Man’s struggle to exist is characterized by a fruitless pursuit of meaning. Natural objects do not possess intrinsic meaning, they simply are. Attempting to ascribe meaning upon anything is simply an attempt to validate one’s own existence. We create mental models, symbolic systems, with characteristics attributed that extend beyond an object’s Beingness. These symbols do not exist a priori of the conscious mind; they do not exist outside of humanity. To actually experience life, one would have to strip his conscious perception of these manufactured signifiers, destroying arbitrary contrivances like language to return to the fundamental essence of Being.
A “tree” is not a tree, despite our vehement attempts to claim otherwise. A tree is much less and much more. Without the burdens of human meaning, a tree simply is, existing as part of the universal flux. This realization is radical. It would spell the end of society with man, but would reinaugurate society with nature. If everyone attempted to live this way, many would be destroyed and nature would finally be able to restore the equilibrium that meaning has disrupted for the span of human existence.
This philosophy certainly precludes “objective” experimentation in the prevailing modes of science. But what evidence is there for the truth of these modes? Science enables man to approximate and observe our universe in novel manners, but it brings us no closer to synchronicity with nature. Science’s ceaseless longing to understand, to affix significance to, is the magnification of that same base longing in man that yearns for self-validation and meaningful existence.

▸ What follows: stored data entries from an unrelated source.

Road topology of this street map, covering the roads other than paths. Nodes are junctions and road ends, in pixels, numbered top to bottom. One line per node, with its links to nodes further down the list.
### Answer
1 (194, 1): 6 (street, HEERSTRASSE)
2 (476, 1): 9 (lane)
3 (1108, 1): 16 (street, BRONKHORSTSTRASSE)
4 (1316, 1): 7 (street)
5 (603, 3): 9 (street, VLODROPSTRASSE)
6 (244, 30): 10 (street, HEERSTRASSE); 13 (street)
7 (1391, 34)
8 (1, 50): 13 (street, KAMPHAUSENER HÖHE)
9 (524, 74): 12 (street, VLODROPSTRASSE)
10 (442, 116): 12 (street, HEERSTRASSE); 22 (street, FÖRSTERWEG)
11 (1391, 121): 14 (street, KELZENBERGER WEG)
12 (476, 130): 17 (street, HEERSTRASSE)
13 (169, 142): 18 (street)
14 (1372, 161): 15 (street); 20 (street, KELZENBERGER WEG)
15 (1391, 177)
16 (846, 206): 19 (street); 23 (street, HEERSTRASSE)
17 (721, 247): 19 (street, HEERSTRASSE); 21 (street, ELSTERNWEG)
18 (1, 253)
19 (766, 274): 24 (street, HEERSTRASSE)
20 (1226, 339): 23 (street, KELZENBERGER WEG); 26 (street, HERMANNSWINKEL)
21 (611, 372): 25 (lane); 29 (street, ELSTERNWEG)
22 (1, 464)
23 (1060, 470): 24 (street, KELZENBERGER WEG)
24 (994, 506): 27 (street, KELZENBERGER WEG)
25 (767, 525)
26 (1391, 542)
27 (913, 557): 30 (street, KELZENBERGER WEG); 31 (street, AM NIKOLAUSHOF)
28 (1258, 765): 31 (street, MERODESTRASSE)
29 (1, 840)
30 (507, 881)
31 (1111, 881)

The very fetters of meaning that we so laboriously construct render us immobile. We consume, produce, and destroy to tell ourselves that we have a purpose, an end in life, while ignoring that existence is both the beginning and the end. The philosophers of the past succeeded in realizing that life has no intrinsic meaning. Existence is the only truth that can be derived from the human condition. However, they attempted to overcome the void that man is heir to by locating mechanisms to ascribe meaning. While they were so close to the ultimate realization, they fell prey to those incessant urges, fears, and flaws that characterize humanity.
In only denying intrinsic meaning, these philosophers failed to deny all meaning. The “meaning” we give ourselves is arbitrary, it does not truly exist. All that can be said to exist is that which is, what I would coin Being. Once a man divorces himself from meaning, he can begin to align himself with the tides and movements of the natural world.